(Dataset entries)
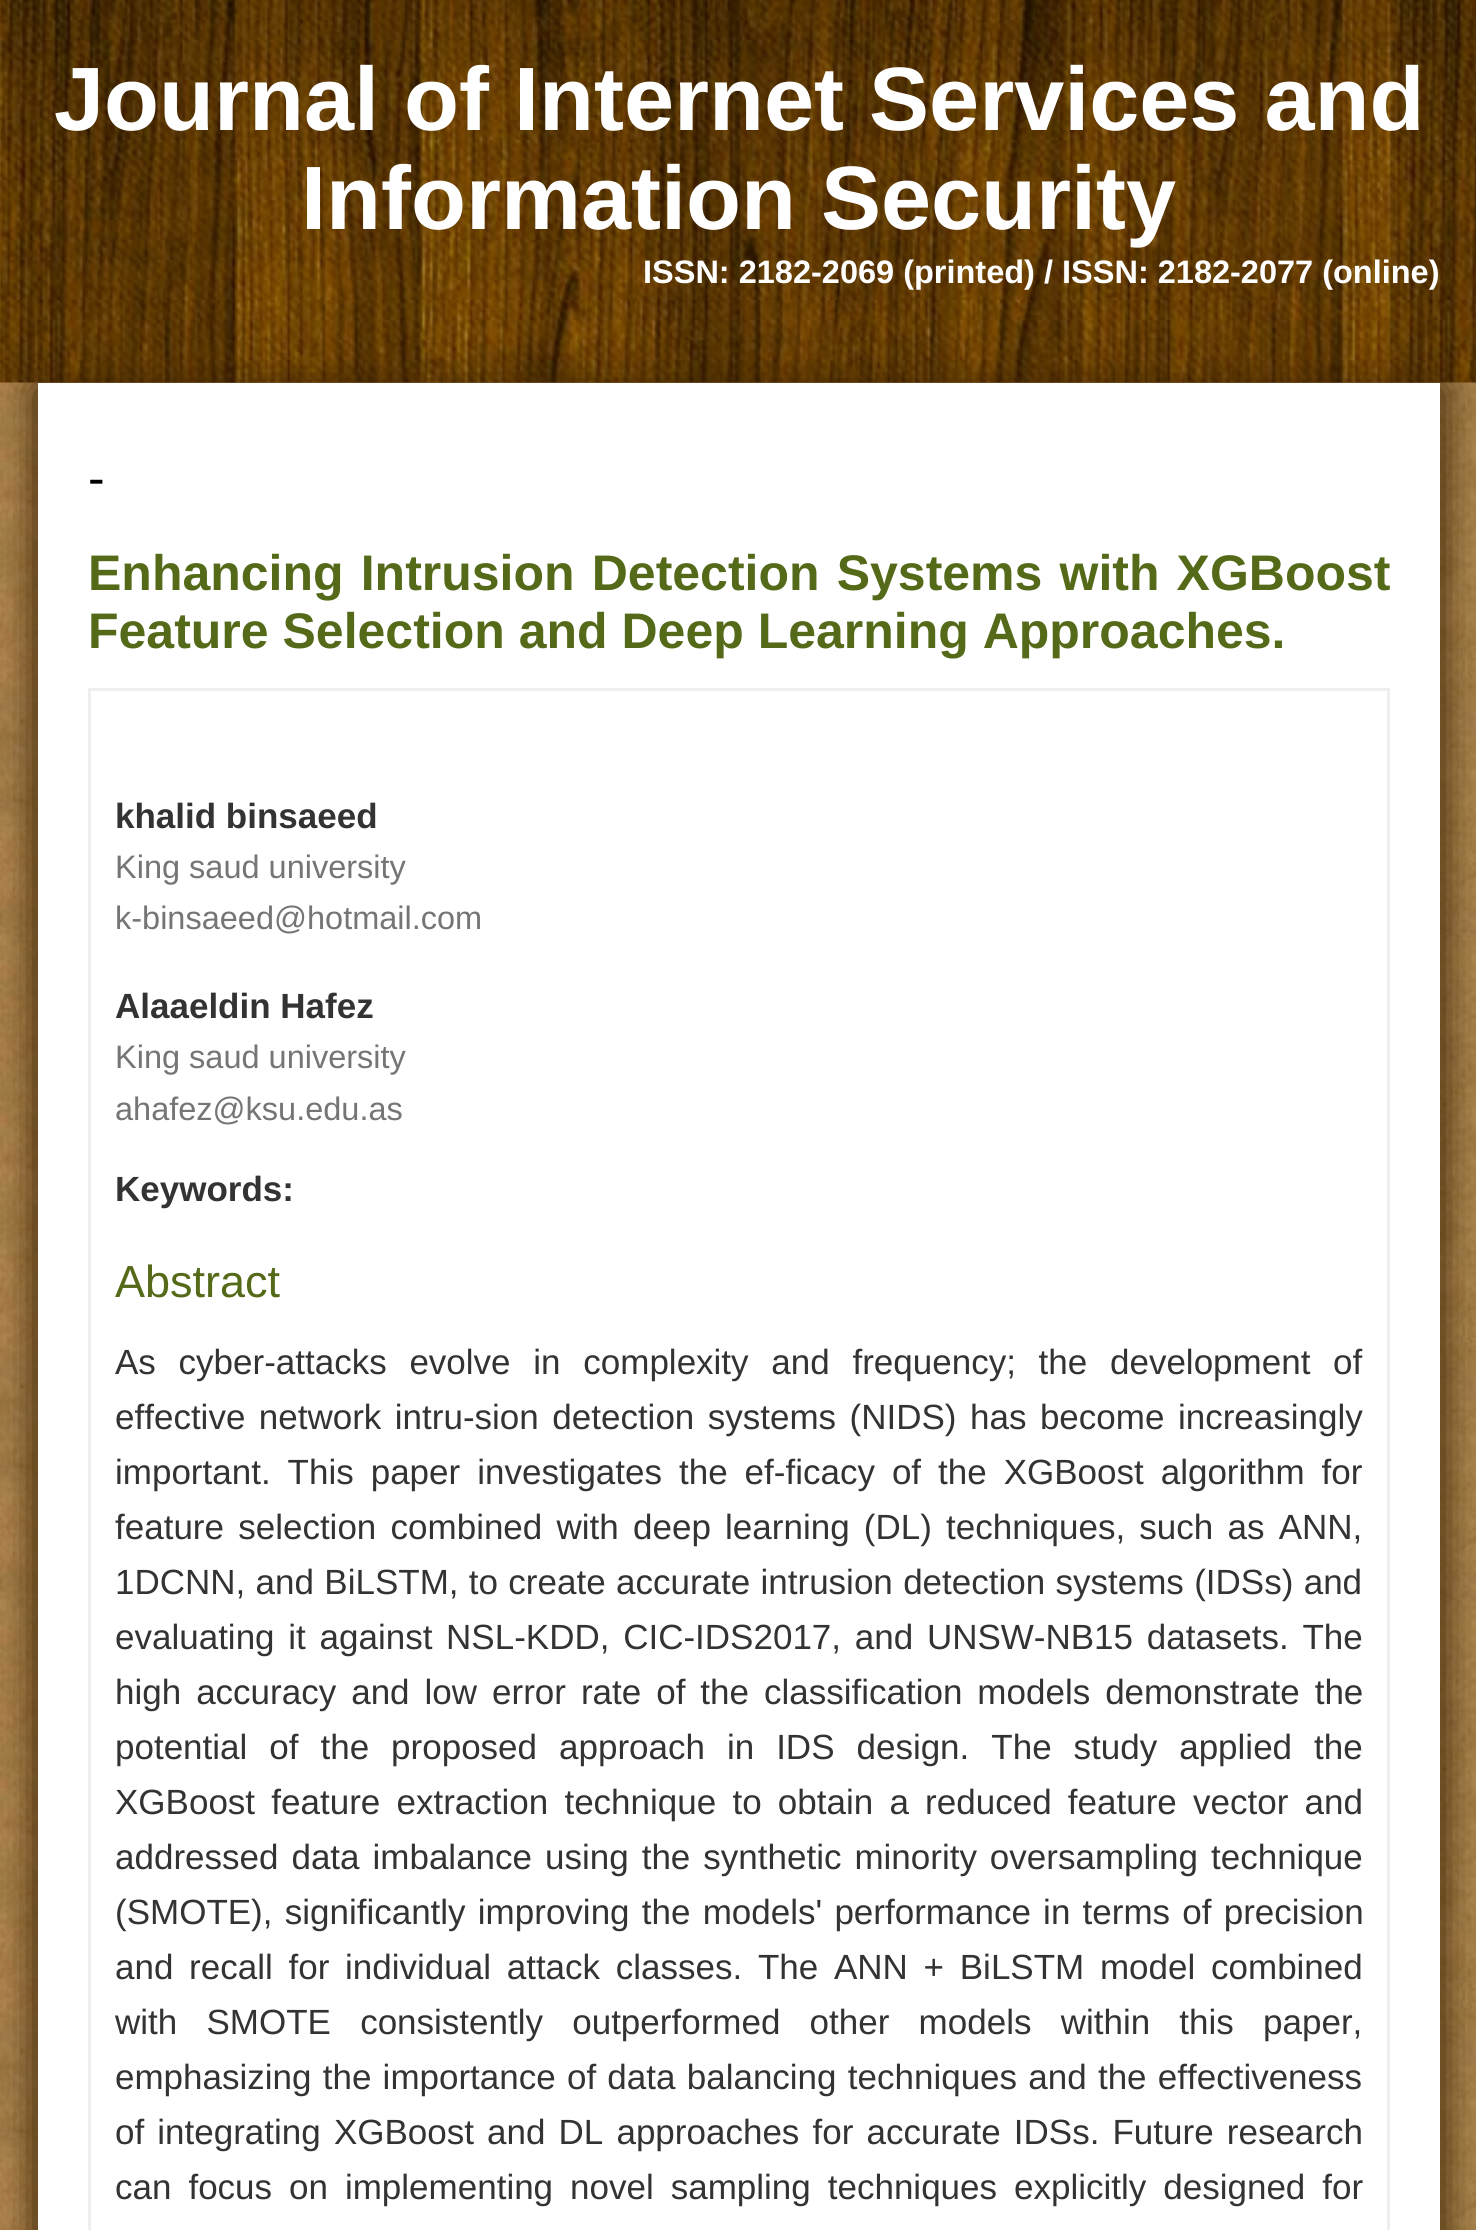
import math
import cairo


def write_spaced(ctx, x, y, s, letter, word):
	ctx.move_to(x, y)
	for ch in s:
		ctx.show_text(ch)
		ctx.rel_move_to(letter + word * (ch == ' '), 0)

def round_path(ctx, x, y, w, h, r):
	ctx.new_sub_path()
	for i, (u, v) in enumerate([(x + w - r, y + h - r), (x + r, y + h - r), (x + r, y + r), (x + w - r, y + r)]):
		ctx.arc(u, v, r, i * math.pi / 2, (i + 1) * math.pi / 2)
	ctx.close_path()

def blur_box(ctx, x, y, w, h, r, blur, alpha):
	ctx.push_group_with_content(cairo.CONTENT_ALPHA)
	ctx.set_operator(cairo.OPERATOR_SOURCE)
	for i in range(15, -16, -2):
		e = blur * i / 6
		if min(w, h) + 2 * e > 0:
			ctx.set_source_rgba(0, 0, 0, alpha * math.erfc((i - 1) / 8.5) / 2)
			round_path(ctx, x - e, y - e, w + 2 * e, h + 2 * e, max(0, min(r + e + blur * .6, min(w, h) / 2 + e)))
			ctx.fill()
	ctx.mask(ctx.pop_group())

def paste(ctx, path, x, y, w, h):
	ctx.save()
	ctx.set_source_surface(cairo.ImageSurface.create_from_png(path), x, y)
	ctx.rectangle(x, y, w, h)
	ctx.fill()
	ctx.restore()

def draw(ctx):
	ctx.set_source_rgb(1, 1, 1)
	ctx.paint()
	paste(ctx, 'media/1.png', 0, 382, 1476, 1848)
	paste(ctx, 'media/2.png', 0, 0, 1476, 383)
	ctx.select_font_face('Liberation Sans', cairo.FONT_SLANT_NORMAL, cairo.FONT_WEIGHT_BOLD)
	ctx.set_font_size(90)
	ctx.set_source_rgb(1, 1, 1)
	ctx.move_to(54, 130)
	ctx.show_text('Journal of Internet Services and')
	ctx.move_to(301, 229)
	ctx.show_text('Information Security')
	ctx.set_font_size(32.5)
	ctx.move_to(643, 283)
	ctx.show_text('ISSN: 2182-2069 (printed) / ISSN: 2182-2077 (online)')
	ctx.set_source_rgb(0.212, 0.118, 0)
	blur_box(ctx, 35, 388, 1408, 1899, 0, 19, 1)
	ctx.set_source_rgb(1, 1, 1)
	ctx.rectangle(38, 383, 1402, 1847)
	ctx.fill()
	ctx.select_font_face('Liberation Sans')
	ctx.set_font_size(50)
	ctx.set_source_rgb(0, 0, 0)
	ctx.move_to(88, 495)
	ctx.show_text('-')
	ctx.select_font_face('Liberation Sans', cairo.FONT_SLANT_NORMAL, cairo.FONT_WEIGHT_BOLD)
	ctx.set_source_rgb(0.329, 0.416, 0.098)
	write_spaced(ctx, 88, 590, 'Enhancing Intrusion Detection Systems with XGBoost', 0, 3.25)
	ctx.move_to(88, 648)
	ctx.show_text('Feature Selection and Deep Learning Approaches.')
	ctx.rectangle(89.5, 689.5, 1299, 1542)
	ctx.set_source_rgb(0.933, 0.933, 0.933)
	ctx.set_line_width(3)
	ctx.stroke()
	ctx.set_font_size(35)
	ctx.set_source_rgb(0.2, 0.2, 0.2)
	ctx.move_to(115, 828)
	ctx.show_text('khalid binsaeed')
	ctx.select_font_face('Liberation Sans')
	ctx.set_font_size(32.5)
	ctx.set_source_rgb(0.459, 0.459, 0.459)
	ctx.move_to(115, 878)
	ctx.show_text('King saud university')
	ctx.move_to(115, 929)
	ctx.show_text('k-binsaeed@hotmail.com')
	ctx.select_font_face('Liberation Sans', cairo.FONT_SLANT_NORMAL, cairo.FONT_WEIGHT_BOLD)
	ctx.set_font_size(35)
	ctx.set_source_rgb(0.2, 0.2, 0.2)
	ctx.move_to(115, 1018)
	ctx.show_text('Alaaeldin Hafez')
	ctx.select_font_face('Liberation Sans')
	ctx.set_font_size(32.5)
	ctx.set_source_rgb(0.459, 0.459, 0.459)
	ctx.move_to(115, 1068)
	ctx.show_text('King saud university')
	ctx.move_to(115, 1120)
	ctx.show_text('ahafez@ksu.edu.as')
	ctx.select_font_face('Liberation Sans', cairo.FONT_SLANT_NORMAL, cairo.FONT_WEIGHT_BOLD)
	ctx.set_font_size(35)
	ctx.set_source_rgb(0.2, 0.2, 0.2)
	ctx.move_to(115, 1201)
	ctx.show_text('Keywords:')
	ctx.select_font_face('Liberation Sans')
	ctx.set_font_size(45)
	ctx.set_source_rgb(0.329, 0.416, 0.098)
	ctx.move_to(115, 1297)
	ctx.show_text('Abstract')
	ctx.set_font_size(35)
	ctx.set_source_rgb(0.2, 0.2, 0.2)
	write_spaced(ctx, 115, 1374, 'As cyber-attacks evolve in complexity and frequency; the development of', 0, 13)
	write_spaced(ctx, 115, 1429, 'effective network intru-sion detection systems (NIDS) has become increasingly', 0, 3.75)
	write_spaced(ctx, 115, 1484, 'important. This paper investigates the ef-ficacy of the XGBoost algorithm for', 0, 7.25)
	write_spaced(ctx, 115, 1539, 'feature selection combined with deep learning (DL) techniques, such as ANN,', 0, 4.5)
	write_spaced(ctx, 115, 1594, '1DCNN, and BiLSTM, to create accurate intrusion detection systems (IDSs) and', 0, 0.6)
	write_spaced(ctx, 115, 1649, 'evaluating it against NSL-KDD, CIC-IDS2017, and UNSW-NB15 datasets. The', 0, 4)
	write_spaced(ctx, 115, 1704, 'high accuracy and low error rate of the classification models demonstrate the', 0, 5.25)
	write_spaced(ctx, 115, 1759, 'potential of the proposed approach in IDS design. The study applied the', 0, 12.25)
	write_spaced(ctx, 115, 1814, 'XGBoost feature extraction technique to obtain a reduced feature vector and', 0, 6.5)
	write_spaced(ctx, 115, 1869, 'addressed data imbalance using the synthetic minority oversampling technique', 0, 3.25)
	write_spaced(ctx, 115, 1924, '(SMOTE), significantly improving the models\' performance in terms of precision', 0, 2.5)
	write_spaced(ctx, 115, 1979, 'and recall for individual attack classes. The ANN + BiLSTM model combined', 0, 6)
	write_spaced(ctx, 115, 2034, 'with SMOTE consistently outperformed other models within this paper,', 0, 19.5)
	write_spaced(ctx, 115, 2089, 'emphasizing the importance of data balancing techniques and the effectiveness', 0, 1.5)
	write_spaced(ctx, 115, 2144, 'of integrating XGBoost and DL approaches for accurate IDSs. Future research', 0, 3.4)
	write_spaced(ctx, 115, 2199, 'can focus on implementing novel sampling techniques explicitly designed for', 0, 7.25)


surface = cairo.ImageSurface(cairo.FORMAT_RGB24, 1476, 2230)
ctx = cairo.Context(surface)
options = cairo.FontOptions()
options.set_hint_metrics(cairo.HINT_METRICS_OFF)
options.set_hint_style(cairo.HINT_STYLE_NONE)
ctx.set_font_options(options)
ctx.set_miter_limit(4)
draw(ctx)
surface.write_to_png('image.png')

## Activity
Nothing should appear in the answer except the lines from the first line of the data through the line holding "ctx.close_path()", exactly as written, with pictures left out.

## Solution to the problem
import math
import cairo


def write_spaced(ctx, x, y, s, letter, word):
	ctx.move_to(x, y)
	for ch in s:
		ctx.show_text(ch)
		ctx.rel_move_to(letter + word * (ch == ' '), 0)

def round_path(ctx, x, y, w, h, r):
	ctx.new_sub_path()
	for i, (u, v) in enumerate([(x + w - r, y + h - r), (x + r, y + h - r), (x + r, y + r), (x + w - r, y + r)]):
		ctx.arc(u, v, r, i * math.pi / 2, (i + 1) * math.pi / 2)
	ctx.close_path()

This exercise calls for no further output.